The first graduates of a Permaculture Design
Course in Liberia’s history. This momentous
moment was attended by a representative
of the President of Liberia to mark the occasion

Back in March we celebrated the first graduating class of a Permaculture Design Course in Liberia’s history. Liberia had been in the throws of a brutal civil war since the late 80’s when the Permaculture movement was making its way around the world and was unable to get into Liberia until now, four years after the cease fire and peace building ensued.

We had 19 official graduates of the course which took nearly a month to complete as we had to translate into the local Lorma language.
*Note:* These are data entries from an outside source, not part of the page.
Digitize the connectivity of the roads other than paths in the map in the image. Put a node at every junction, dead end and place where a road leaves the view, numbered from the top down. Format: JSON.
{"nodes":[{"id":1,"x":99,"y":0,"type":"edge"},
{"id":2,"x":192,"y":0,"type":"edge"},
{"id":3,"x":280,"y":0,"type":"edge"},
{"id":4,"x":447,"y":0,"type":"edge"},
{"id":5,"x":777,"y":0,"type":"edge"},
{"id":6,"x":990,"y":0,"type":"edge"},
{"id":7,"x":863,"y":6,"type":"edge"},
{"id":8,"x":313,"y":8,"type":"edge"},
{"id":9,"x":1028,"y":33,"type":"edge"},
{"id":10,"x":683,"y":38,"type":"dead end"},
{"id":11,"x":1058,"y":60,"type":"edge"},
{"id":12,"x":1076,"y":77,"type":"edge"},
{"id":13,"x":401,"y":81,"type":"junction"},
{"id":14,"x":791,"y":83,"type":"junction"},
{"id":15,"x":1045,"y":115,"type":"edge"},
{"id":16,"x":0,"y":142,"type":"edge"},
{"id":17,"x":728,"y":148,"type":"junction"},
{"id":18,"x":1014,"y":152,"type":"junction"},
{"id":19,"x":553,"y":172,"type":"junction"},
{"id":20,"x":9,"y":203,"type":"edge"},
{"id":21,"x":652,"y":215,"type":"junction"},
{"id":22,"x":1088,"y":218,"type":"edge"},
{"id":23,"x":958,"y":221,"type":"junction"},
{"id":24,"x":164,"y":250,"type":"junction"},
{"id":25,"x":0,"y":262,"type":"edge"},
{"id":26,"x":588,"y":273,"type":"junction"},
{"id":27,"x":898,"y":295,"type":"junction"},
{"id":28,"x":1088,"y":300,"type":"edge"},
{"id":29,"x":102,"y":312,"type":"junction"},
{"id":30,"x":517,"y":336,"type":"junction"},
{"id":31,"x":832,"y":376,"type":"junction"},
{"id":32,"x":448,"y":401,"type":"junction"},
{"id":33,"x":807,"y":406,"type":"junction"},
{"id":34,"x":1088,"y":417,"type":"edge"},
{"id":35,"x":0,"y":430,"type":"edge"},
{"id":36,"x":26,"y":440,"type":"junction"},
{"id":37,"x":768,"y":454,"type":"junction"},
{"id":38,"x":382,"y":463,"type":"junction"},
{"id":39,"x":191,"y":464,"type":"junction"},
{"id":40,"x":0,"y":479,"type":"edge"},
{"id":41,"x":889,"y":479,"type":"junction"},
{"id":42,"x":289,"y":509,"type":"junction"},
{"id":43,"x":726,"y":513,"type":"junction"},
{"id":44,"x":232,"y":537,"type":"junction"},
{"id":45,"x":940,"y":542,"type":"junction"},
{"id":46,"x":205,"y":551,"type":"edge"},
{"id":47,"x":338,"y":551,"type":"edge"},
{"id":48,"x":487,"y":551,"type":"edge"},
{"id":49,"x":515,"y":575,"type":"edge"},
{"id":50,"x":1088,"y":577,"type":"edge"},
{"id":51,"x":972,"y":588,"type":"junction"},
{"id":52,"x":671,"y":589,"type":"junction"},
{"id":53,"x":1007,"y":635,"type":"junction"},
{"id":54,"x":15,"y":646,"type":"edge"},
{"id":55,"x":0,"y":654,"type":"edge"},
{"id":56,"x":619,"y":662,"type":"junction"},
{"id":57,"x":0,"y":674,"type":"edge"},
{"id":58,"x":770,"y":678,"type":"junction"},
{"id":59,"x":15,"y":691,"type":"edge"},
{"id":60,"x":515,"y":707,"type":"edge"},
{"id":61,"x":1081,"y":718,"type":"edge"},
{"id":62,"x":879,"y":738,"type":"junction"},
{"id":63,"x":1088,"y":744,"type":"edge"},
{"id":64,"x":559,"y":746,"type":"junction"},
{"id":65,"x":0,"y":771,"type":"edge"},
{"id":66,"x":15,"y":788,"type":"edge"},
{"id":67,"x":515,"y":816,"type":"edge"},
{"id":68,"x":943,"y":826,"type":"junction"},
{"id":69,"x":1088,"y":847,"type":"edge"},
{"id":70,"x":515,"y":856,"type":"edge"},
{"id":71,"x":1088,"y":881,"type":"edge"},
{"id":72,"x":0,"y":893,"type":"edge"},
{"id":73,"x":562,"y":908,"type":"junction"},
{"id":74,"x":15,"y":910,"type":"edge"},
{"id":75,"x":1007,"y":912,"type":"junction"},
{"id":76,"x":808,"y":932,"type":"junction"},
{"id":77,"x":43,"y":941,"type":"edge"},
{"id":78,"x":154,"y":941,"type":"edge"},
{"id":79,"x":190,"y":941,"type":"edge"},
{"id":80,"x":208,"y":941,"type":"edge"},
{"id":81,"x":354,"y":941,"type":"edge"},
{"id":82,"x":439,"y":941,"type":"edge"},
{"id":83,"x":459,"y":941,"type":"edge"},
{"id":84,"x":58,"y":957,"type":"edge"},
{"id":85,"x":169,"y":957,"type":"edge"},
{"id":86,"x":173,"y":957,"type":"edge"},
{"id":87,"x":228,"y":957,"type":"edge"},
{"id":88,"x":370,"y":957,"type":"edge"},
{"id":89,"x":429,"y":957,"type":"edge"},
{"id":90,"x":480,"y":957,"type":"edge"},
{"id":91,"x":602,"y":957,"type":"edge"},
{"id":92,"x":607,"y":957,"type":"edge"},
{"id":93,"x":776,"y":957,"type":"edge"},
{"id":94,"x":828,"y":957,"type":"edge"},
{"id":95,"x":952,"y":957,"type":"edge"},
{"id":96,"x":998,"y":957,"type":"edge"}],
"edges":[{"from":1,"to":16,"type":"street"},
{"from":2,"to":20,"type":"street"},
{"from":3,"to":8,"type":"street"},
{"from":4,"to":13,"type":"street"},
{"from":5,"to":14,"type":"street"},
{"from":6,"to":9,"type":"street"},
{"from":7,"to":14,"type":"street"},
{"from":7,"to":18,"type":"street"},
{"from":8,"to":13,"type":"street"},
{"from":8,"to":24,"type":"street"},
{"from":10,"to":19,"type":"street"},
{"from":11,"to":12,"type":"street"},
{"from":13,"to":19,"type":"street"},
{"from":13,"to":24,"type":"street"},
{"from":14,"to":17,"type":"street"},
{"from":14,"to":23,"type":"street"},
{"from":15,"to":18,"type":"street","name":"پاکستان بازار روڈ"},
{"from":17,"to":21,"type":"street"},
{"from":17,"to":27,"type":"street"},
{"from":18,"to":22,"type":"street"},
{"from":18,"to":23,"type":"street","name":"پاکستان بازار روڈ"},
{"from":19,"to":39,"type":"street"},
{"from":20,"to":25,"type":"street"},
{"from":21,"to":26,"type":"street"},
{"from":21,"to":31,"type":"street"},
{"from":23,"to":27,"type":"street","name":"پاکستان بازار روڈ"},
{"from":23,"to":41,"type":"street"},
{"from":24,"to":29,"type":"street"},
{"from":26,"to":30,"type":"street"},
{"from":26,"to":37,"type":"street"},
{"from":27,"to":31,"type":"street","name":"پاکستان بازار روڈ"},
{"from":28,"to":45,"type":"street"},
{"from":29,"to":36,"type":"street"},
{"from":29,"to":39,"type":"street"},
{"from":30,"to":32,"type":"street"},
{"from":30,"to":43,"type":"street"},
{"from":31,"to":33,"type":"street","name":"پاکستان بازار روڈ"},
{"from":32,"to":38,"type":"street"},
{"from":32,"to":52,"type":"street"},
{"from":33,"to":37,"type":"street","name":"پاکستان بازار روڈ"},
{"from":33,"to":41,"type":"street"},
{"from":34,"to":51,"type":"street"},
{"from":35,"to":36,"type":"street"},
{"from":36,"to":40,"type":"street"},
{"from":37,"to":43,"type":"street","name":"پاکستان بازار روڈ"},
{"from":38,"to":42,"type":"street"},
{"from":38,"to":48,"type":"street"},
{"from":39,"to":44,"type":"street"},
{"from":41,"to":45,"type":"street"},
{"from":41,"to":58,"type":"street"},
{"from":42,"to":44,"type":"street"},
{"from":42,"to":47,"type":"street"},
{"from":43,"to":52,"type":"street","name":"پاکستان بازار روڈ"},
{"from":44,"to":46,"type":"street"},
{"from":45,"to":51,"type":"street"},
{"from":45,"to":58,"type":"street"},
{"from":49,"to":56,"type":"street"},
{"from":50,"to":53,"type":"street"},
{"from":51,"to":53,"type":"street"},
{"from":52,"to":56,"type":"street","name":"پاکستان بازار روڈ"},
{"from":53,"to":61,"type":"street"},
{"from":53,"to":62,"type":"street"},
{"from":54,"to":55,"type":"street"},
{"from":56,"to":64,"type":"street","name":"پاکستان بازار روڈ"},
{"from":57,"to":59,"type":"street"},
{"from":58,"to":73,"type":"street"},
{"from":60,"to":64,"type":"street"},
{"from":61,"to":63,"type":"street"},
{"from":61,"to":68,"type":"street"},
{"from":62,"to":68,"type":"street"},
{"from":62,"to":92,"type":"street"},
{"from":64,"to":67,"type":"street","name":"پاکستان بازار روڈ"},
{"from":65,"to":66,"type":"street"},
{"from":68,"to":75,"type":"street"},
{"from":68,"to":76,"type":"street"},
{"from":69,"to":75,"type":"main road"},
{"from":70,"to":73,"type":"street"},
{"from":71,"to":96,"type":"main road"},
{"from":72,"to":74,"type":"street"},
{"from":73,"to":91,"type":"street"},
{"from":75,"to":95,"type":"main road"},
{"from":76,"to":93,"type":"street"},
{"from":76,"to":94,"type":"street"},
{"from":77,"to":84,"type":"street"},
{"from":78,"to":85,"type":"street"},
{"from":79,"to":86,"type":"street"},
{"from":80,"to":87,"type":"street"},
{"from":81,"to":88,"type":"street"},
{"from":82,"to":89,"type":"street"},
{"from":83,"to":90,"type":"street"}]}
There were six other attendees who completed 3/4 of the course and who will complete it at a later date which will bring the graduating class to a total of 25. Many of the graduates shared how this was a historical moment for Liberia as Permaculture is seeding new ways of agriculture and living into their part of the world and deeply into their world-views.

A student making a presentation at the end
of the PDC design exercise

As we were well into the course presentation and participation…the rain-forests surrounding us was being clear-cut and burned to ashes, choking the air and blocking the sun with a thick layer of smoke. All of this…for an agricultural practice that was introduced to them sometime ago by western influences. At one point in the course, an elder was talking about why they felt they had to “slash and burn” as he referred to this form of agriculture as traditional. I quickly reminded him that this was a conventional practice and not a traditional one. He quizzically looked to the sky and said, “You know, you are right. My ancestors did not do this to our forests. I stand corrected!”

We went on to weave the understandings of Permaculture and their own traditional values into the fabric of their applied understanding in a learning journey that crossed many western-adopted cultural boundaries. By the end of the course, the students had created beautiful designs for a demonstration farm, spoke eloquently and cohesively about sustainable agriculture and habitation to other farmers, local radio and an international film-making team (who is working on a film about Permaculture and Liberia as a form of peacemaking.) They all vowed to integrate PC into their farms and villages over the coming rainy season.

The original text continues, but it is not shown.